An Education in Sloganeering The school where I teach is a study in institutional puffery. By Harvey J. Graff

http://www.wsj.com/articles/an-education-in-sloganeering-1443655643

Mr. Graff is professor of English and history at Ohio State University.

Universities have always engaged in relentless self-promotion. But the relationship between rhetoric and reality has become ever more tenuous, and the line separating honest aspiration from fabrication fainter.

The Ohio State University, where I teach, is a particularly dramatic example of this devolution. Not that it is alone—since its claims to uniqueness are based on imitating others.

In the late 1990s and early 2000s, the university’s slogan, “Do Something Big,” morphed into “Do Something Great.” The urging of the former was deemed too ambiguous.

“Vision 2020: Access, affordability and excellence” is the tagline of the new president, Michael Drake. (He is an ophthalmologist.) This translates into freezing in-state tuition, increasing efforts to privatize major assets, offering small grants to undergraduates, and creating “economies and efficiencies.” Those most often mentioned are purchasing toilet paper from one vendor and doing color-copying double-sided. Not mentioned are substantial staffing reductions, nor the overabundant and overpaid administrators whose reduction is promised but not realized. Staff and faculty salary increases continue at lower than national and peer-institution averages.

The Medical Center’s cancer hospital seeks “a cancer-free world”—a biological impossibility, as cellular mutations are a regular part of the natural world. The university’s chief wellness officer, aka the dean of College of Nursing, wants Ohio State to become the “healthiest university”—whatever that means. The Department of Human Resources changed its name to Talent, Culture, and Human Resources. Nothing else changed. Student Life is a host of slogans, from Financial Wellness to Creating the Extraordinary Student Experience.
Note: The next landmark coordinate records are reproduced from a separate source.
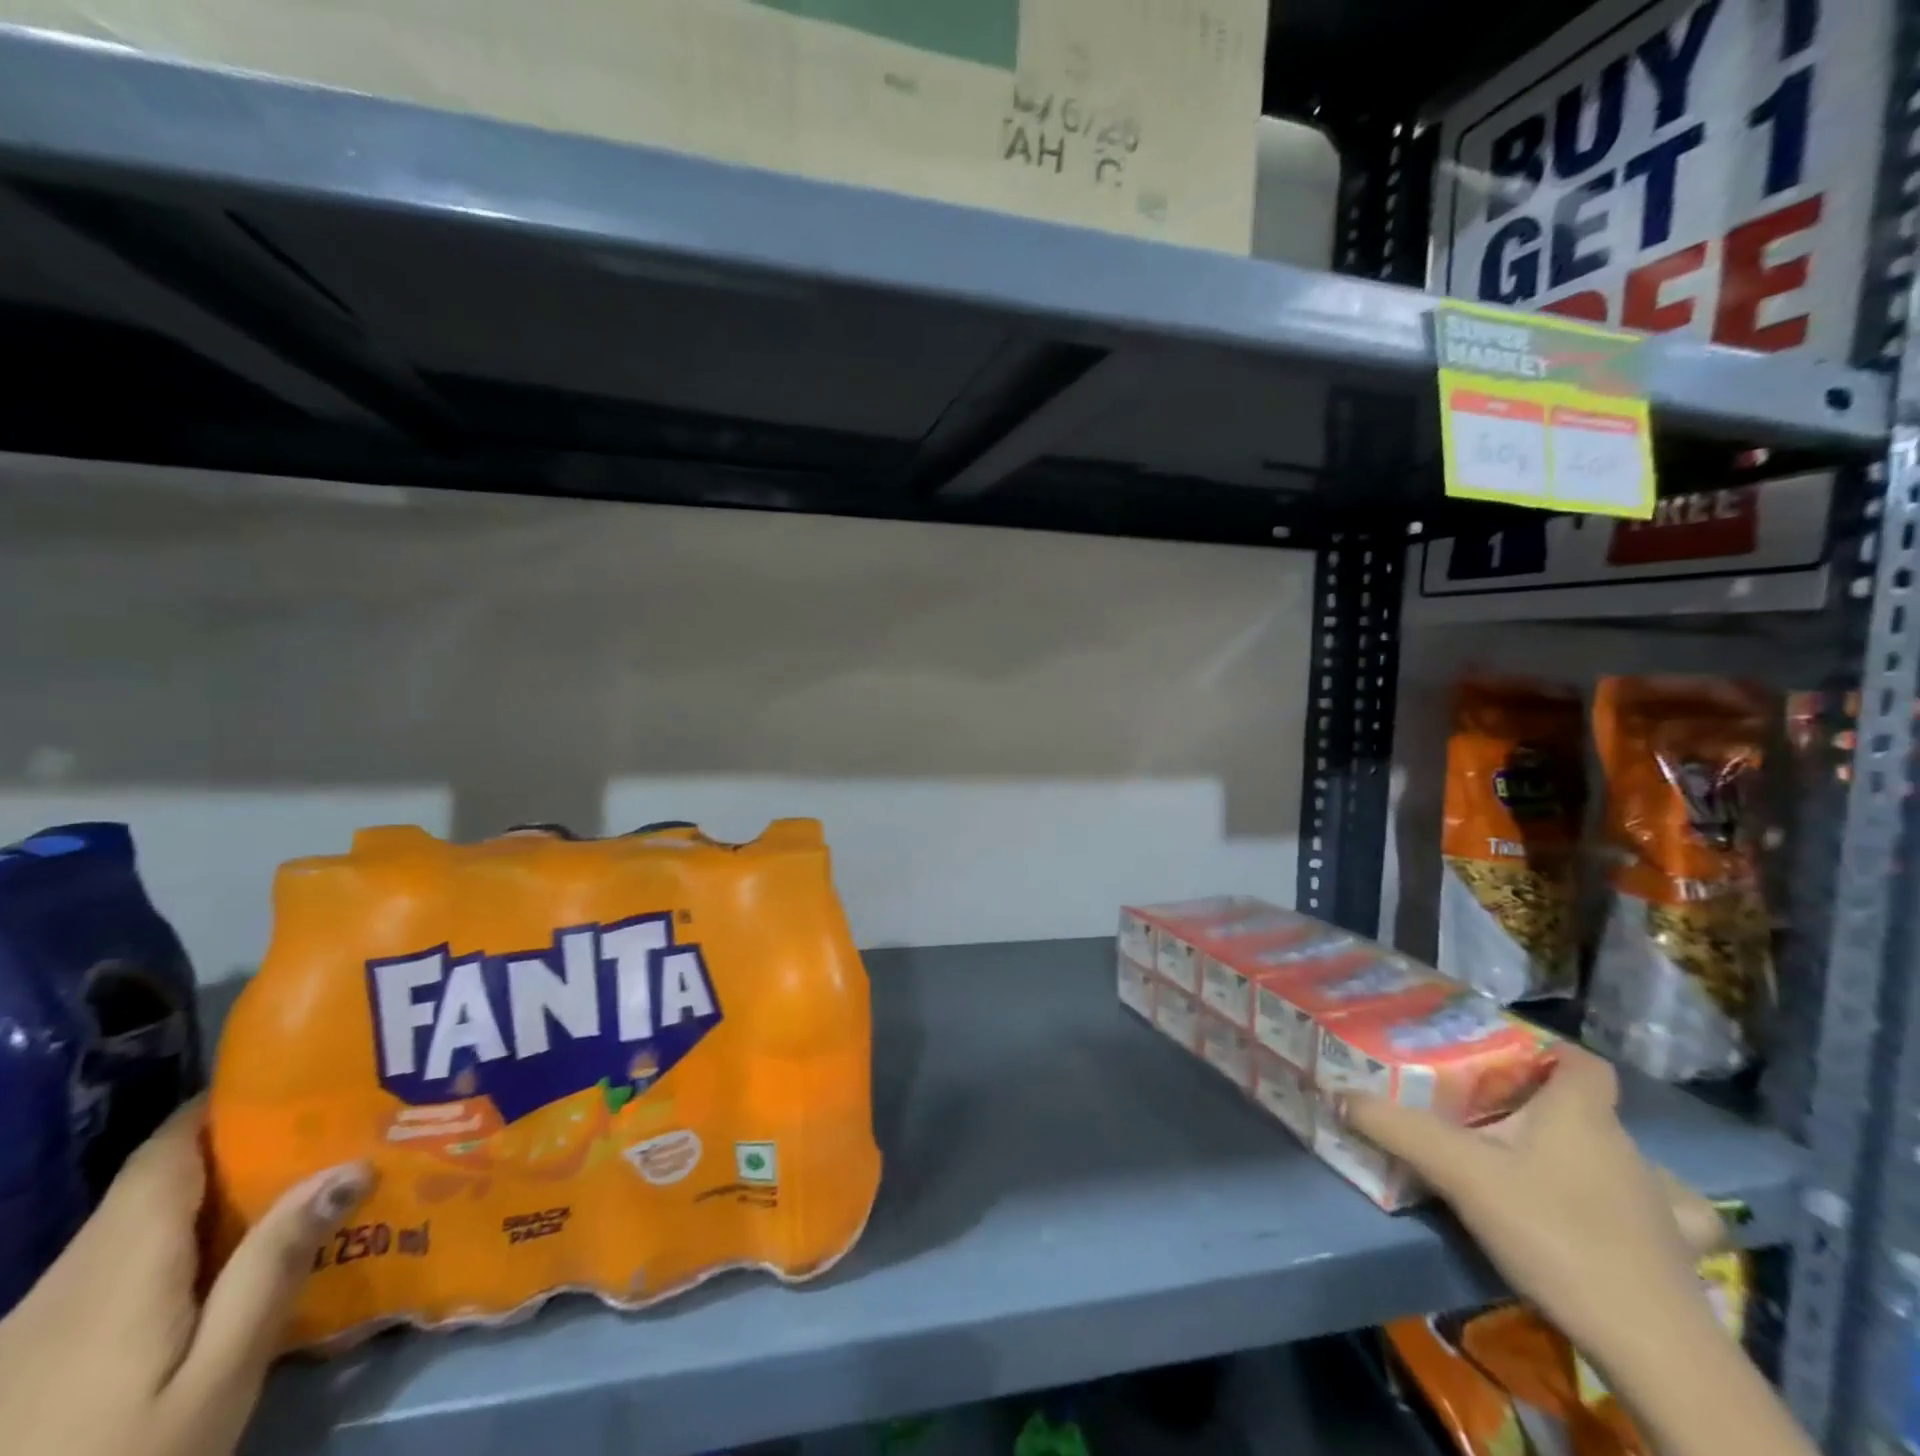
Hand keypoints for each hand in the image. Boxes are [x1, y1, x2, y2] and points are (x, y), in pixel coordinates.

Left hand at [0, 1100, 372, 1455]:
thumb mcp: (219, 1377)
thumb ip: (274, 1267)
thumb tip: (348, 1166)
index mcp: (116, 1270)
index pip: (162, 1155)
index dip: (218, 1107)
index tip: (290, 1080)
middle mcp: (64, 1282)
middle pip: (148, 1189)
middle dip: (232, 1151)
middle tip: (320, 1135)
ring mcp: (32, 1329)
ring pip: (127, 1231)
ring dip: (205, 1201)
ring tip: (289, 1192)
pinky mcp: (25, 1364)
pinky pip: (107, 1274)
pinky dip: (171, 1247)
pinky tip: (218, 1271)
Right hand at [1345, 1042, 1714, 1364]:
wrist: (1650, 1344)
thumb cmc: (1553, 1231)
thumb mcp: (1459, 1172)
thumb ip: (1397, 1129)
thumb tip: (1339, 1095)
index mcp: (1581, 1113)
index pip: (1582, 1062)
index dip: (1549, 1051)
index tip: (1504, 1057)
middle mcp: (1627, 1147)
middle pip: (1587, 1108)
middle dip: (1543, 1105)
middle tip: (1489, 1113)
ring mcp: (1660, 1204)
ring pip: (1622, 1159)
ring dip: (1588, 1155)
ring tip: (1541, 1165)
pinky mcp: (1677, 1255)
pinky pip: (1667, 1217)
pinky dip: (1641, 1210)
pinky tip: (1612, 1217)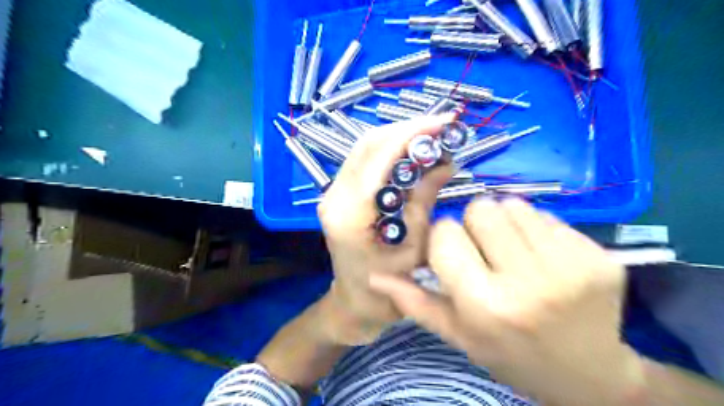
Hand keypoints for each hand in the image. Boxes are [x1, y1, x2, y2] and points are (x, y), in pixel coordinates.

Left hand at [320, 114, 452, 344]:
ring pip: (365, 148)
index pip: (378, 157)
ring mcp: (333, 193)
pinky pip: (364, 161)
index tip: (444, 122)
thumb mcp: (416, 248)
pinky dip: (390, 152)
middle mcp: (334, 196)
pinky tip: (413, 153)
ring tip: (432, 137)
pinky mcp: (339, 194)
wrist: (355, 304)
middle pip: (368, 144)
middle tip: (442, 127)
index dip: (412, 134)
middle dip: (407, 130)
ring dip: (399, 138)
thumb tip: (445, 162)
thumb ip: (425, 200)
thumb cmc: (388, 290)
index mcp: (350, 213)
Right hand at [371, 197, 640, 401]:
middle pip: (479, 209)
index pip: (445, 234)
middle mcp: (526, 281)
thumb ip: (414, 301)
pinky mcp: (598, 254)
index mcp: (484, 304)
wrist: (588, 376)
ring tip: (513, 252)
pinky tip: (542, 255)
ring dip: (503, 221)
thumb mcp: (457, 334)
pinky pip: (546, 214)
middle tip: (485, 251)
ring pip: (511, 204)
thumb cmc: (510, 354)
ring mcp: (569, 265)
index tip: (453, 252)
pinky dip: (534, 227)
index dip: (443, 239)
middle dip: (473, 224)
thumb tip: (374, 275)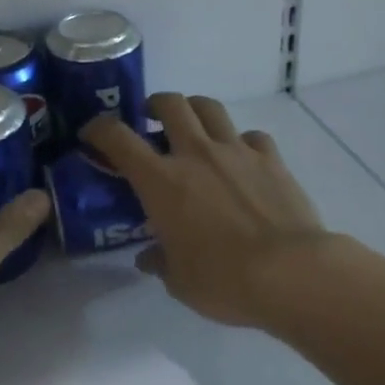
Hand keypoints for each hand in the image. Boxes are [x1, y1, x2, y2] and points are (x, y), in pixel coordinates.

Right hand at [82, 94, 328, 327]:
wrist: (292, 273)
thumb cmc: (224, 280)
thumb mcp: (179, 281)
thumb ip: (160, 261)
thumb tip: (148, 258)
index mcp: (161, 181)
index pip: (118, 138)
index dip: (99, 128)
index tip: (92, 133)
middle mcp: (195, 154)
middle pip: (169, 104)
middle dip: (154, 104)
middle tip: (150, 119)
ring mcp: (236, 151)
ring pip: (210, 107)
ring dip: (195, 109)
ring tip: (193, 126)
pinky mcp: (270, 158)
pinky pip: (251, 136)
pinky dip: (240, 141)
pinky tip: (242, 159)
Especially egregious is the linked promotion of “One University” and “From Excellence to Eminence.” These slogans are associated with two-time former university president E. Gordon Gee, whose retirement was mandated by the Board of Trustees in 2013.

The main goal was to create “One Ohio State University”—a single-minded institution with all departments, offices, faculty and staff focused on mutual success. Mr. Gee wanted to “create the environment and the culture which allows all of these folks who have this massive amount of intellectual acumen to connect together to create new ideas, new opportunities, new ways for thinking about the world.”

None of that happened. Mr. Gee left office having initiated little and the rhetoric evaporated, surviving occasionally in empty phrases on the Student Life and Senn-Delaney ad-agency websites.

Ohio State remains one of the most fragmented and divided large universities in the U.S. Its many fine resources and talents are rarely brought together. If anything, these problems have worsened in recent years. Administrative numbers grow, with salaries to match. Bureaucracy worsens. The resources necessary to support teaching and research, and advance the university, diminish.

The real bottom line: There must be substantial truth in advertising. Few other institutions carry this responsibility so clearly. Without it, the contradictions to the mission of the university—however defined—are just too great.

Oh, yes, the beleaguered Arts and Sciences College truthfully promotes “Donuts with the Dean,” in limited quantities, of course.